The G.O.O.D. Music/Def Jam artist debuted his moving black-and-white music video just two days after Dylann Roof killed nine in a deadly attack on South Carolina’s historic Emanuel African Methodist Episcopal Church.
In it, an elegiac Big Sean appears alongside lyrical imagery of a young African-American child confronted with violence, gangs, and imposing police forces in riot gear, conjuring a maelstrom of social issues ripped straight from the headlines of Ferguson and Michael Brown, Eric Garner, and Baltimore’s Freddie Gray.
“The world is a mess right now,” Big Sean told The Daily Beast Friday as the video began trending on Twitter. In one scene eerily evocative of the Charleston tragedy, the 27-year-old Detroit native raps from the pulpit of a church as parishioners mourn a young life taken by violence.
The parallel to Charleston, S.C. is purely coincidental—the video was shot last month in South Central Los Angeles, in just one day—but “I consider the times we’re living in, and I consider what’s affecting me and what I’m going through and will always apply that to my music,” said Big Sean.
Directed with graceful restraint by L.A.-based filmmaker Andrew Hines, the piece finds the “I Don’t Fuck Wit You” and “Blessings” rapper in a reflective mood, joined on the track by Kanye and John Legend. He drops autobiographical verses inspired by his grandmother, Mildred V. Leonard—a WWII veteran who was one of Detroit’s first female police officers and spent 30 years teaching in the city’s public school system.

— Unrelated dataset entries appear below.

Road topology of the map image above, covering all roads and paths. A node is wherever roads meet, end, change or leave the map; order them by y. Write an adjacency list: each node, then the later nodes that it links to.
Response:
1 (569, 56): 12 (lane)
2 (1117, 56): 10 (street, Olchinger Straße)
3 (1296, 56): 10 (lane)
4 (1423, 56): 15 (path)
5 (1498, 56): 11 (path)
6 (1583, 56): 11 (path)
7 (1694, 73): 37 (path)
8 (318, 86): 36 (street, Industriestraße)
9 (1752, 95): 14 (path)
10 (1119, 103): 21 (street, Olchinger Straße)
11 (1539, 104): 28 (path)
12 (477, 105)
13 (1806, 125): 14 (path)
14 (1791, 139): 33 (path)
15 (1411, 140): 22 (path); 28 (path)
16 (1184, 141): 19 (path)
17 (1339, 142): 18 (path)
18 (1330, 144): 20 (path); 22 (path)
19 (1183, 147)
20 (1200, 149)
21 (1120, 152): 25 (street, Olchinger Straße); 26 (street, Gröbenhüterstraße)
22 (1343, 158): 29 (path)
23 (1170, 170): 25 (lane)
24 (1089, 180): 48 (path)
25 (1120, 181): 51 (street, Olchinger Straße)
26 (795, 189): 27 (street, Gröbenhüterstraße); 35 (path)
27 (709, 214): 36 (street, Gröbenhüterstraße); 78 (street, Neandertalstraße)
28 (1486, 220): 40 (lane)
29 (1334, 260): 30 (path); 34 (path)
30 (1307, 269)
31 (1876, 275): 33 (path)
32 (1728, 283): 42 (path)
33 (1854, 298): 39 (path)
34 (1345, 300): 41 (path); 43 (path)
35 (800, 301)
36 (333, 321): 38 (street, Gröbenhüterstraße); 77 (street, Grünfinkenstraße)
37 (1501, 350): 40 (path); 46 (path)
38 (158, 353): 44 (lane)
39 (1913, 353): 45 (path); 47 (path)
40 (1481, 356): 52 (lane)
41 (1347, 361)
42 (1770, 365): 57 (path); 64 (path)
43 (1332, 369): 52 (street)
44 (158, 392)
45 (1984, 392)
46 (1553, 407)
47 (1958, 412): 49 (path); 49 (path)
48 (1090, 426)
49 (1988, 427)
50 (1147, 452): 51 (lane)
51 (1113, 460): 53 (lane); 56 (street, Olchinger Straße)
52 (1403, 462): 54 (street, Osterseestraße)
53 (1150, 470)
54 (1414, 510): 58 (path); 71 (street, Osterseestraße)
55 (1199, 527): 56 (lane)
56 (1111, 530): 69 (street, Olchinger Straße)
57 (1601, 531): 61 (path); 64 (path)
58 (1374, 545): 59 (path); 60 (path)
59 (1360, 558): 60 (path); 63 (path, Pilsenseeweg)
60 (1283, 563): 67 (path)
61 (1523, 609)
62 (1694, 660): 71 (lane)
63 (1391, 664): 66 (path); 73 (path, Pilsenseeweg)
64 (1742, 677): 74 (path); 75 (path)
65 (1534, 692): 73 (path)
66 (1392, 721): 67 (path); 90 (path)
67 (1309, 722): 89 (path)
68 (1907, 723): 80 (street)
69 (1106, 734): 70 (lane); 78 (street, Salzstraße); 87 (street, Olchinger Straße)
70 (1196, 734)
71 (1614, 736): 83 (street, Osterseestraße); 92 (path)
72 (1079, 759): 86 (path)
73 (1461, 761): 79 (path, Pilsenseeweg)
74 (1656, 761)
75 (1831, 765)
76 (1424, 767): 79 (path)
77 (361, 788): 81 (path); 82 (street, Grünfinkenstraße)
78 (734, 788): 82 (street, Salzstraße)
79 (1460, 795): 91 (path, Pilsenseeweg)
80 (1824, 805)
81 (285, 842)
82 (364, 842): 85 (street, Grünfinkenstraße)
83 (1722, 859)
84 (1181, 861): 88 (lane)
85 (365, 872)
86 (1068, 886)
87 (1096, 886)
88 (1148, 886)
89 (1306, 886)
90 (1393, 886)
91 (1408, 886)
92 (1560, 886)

“It’s really emotional,” he said. “I lost my grandma, I had an older brother who was at one point into the wrong type of things, and I could have easily gone that way. I’ve been through so many personal deaths—of friends, family members—and I wanted to get all of that across.”

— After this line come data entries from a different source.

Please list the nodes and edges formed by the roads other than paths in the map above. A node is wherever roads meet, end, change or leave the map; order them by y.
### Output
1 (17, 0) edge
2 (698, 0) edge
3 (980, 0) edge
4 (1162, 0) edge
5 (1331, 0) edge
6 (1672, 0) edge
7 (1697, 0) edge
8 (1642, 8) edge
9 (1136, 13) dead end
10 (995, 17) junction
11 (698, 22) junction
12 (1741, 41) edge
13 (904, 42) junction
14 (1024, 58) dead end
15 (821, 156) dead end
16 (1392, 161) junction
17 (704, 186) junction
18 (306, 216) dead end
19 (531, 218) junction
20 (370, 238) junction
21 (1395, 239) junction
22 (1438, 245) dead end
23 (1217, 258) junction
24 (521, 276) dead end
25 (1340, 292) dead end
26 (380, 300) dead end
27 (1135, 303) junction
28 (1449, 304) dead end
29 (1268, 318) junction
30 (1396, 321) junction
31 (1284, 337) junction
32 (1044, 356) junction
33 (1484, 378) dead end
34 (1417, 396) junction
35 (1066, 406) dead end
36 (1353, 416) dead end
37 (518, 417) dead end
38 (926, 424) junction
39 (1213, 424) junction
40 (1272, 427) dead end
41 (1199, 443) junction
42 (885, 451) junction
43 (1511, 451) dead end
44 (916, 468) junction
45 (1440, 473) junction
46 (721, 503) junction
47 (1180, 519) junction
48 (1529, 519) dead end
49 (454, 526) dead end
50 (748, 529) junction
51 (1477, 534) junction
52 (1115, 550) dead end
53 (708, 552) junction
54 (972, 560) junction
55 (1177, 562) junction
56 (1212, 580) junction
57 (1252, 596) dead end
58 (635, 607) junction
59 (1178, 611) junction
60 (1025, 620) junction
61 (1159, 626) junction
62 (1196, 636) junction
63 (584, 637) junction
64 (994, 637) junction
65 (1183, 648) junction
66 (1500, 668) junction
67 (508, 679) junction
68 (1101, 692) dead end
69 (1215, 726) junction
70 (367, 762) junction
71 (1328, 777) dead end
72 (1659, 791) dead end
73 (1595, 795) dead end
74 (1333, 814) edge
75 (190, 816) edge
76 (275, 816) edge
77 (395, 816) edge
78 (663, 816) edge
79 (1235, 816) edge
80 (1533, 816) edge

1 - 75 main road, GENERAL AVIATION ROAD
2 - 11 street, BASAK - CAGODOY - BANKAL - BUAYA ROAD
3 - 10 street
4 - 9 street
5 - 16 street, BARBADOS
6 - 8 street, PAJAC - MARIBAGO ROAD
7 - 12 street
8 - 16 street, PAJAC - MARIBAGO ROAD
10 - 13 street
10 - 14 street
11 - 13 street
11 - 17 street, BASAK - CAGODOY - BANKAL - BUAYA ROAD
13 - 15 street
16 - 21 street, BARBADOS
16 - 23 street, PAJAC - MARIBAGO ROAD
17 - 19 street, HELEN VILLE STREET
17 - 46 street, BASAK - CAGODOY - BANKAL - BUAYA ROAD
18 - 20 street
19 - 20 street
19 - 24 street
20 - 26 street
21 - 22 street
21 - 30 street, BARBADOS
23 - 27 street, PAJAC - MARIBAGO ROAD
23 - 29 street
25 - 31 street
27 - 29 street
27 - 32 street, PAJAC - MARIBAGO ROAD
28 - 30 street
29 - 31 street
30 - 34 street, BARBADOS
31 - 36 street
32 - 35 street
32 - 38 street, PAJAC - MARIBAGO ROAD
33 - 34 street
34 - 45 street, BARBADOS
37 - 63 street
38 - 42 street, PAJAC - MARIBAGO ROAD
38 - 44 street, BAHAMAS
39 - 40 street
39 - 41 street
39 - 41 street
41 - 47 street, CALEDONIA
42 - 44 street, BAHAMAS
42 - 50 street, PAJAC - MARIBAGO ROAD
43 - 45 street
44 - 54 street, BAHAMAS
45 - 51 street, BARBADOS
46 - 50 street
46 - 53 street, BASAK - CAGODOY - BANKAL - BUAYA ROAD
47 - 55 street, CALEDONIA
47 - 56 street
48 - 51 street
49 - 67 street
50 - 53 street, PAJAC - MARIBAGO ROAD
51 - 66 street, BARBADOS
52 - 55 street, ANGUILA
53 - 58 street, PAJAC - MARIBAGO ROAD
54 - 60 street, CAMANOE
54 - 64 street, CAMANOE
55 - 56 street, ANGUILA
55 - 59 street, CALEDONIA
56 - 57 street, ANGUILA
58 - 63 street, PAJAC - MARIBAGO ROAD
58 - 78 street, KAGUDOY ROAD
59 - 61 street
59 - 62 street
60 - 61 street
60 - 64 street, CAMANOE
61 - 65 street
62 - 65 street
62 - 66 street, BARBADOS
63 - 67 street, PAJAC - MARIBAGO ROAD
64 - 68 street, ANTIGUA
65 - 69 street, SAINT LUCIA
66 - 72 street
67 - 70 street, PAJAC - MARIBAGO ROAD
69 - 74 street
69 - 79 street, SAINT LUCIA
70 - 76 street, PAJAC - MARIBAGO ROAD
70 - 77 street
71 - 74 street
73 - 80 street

“It took me a long time to learn that the effect you have on somebody can be lifelong, it can determine success or failure—especially on somebody so young,” explained Big Sean, who’s currently touring his No.1 Billboard-charting Dark Sky Paradise in Europe. “It got to the point where I stopped being so selfish and started being more selfless. I used to only want to try to be popular and hear my song on the radio to have a hit. It’s way deeper than that now.”

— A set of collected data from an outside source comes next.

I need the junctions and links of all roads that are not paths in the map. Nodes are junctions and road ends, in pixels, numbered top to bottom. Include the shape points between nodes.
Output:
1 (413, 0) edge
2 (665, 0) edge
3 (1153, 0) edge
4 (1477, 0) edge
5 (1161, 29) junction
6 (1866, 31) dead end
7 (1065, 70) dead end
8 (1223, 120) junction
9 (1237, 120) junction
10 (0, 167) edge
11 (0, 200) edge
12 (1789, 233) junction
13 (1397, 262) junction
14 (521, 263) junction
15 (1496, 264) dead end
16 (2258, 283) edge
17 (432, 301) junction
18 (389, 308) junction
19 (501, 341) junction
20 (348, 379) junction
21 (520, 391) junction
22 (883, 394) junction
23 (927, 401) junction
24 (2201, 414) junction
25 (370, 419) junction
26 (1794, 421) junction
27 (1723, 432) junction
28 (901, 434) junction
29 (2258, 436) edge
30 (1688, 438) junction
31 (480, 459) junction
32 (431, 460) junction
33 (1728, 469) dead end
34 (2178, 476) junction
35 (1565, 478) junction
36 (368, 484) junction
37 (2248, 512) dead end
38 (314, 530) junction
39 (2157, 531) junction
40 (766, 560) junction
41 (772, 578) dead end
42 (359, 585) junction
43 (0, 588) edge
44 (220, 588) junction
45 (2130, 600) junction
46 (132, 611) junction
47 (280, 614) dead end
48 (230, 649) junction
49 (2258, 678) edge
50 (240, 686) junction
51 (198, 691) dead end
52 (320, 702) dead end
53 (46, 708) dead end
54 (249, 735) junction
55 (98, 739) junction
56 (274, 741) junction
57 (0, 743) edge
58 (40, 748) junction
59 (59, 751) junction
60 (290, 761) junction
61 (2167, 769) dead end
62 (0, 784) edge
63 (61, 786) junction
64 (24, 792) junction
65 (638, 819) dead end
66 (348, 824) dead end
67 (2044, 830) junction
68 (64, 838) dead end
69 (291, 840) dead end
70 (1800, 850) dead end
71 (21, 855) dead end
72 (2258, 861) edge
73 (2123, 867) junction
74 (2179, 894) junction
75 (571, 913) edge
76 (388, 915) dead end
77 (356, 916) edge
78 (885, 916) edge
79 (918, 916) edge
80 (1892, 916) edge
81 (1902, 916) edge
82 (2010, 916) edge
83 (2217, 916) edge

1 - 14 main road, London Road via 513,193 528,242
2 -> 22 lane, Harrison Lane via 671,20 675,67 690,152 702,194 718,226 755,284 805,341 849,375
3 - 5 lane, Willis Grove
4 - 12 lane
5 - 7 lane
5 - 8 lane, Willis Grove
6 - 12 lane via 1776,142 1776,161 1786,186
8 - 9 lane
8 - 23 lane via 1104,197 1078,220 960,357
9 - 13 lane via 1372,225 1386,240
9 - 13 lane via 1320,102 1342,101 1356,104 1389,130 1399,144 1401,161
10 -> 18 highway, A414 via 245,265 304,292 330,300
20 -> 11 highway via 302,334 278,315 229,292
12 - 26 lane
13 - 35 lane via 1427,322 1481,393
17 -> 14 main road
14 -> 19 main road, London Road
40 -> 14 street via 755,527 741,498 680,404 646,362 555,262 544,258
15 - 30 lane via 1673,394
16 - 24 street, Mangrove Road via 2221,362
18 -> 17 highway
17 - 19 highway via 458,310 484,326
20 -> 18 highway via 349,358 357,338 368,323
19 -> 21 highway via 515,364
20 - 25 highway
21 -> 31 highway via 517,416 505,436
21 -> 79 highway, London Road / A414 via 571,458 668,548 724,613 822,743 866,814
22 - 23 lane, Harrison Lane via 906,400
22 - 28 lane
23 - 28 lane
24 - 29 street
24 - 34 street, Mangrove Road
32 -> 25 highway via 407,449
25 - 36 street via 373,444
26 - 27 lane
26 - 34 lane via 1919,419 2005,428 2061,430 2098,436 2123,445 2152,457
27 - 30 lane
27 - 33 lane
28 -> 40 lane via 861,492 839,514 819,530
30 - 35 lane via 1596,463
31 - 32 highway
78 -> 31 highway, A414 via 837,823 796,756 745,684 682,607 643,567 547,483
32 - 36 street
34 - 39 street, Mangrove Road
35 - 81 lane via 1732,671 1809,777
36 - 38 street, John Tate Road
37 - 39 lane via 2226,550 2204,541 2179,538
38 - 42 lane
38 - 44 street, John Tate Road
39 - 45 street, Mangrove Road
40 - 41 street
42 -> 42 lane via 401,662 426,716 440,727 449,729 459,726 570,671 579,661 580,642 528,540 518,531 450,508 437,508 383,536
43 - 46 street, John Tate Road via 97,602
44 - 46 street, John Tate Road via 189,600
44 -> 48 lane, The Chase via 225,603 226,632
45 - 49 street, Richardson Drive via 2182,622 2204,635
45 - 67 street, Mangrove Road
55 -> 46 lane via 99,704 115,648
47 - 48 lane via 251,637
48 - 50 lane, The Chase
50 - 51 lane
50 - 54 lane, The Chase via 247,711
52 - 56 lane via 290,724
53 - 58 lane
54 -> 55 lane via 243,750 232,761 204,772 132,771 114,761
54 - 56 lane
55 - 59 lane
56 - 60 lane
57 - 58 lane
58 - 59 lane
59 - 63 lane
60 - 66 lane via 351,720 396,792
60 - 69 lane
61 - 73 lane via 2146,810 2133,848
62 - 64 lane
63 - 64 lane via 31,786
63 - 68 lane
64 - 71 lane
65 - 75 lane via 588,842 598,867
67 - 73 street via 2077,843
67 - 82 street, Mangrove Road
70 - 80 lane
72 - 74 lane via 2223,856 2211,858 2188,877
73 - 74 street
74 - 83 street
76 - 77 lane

“All I wanted was a hundred million dollars and a bad chick,” Big Sean recalls on “One Man Can Change the World.” Now that he’s landed the popularity, the radio play, and at least a few of those bad chicks is Big Sean primed to step into a more socially conscious phase and earn rap heavyweight status? “I believe in karma. I believe in being a good person because that’s how I was brought up,” he said. “I realized that if you have a platform and a voice, you have to make sure that you do your part to push culture, push society, push everyone forward and put everyone into a way of forward-thinking, because that’s the only way things can get better.”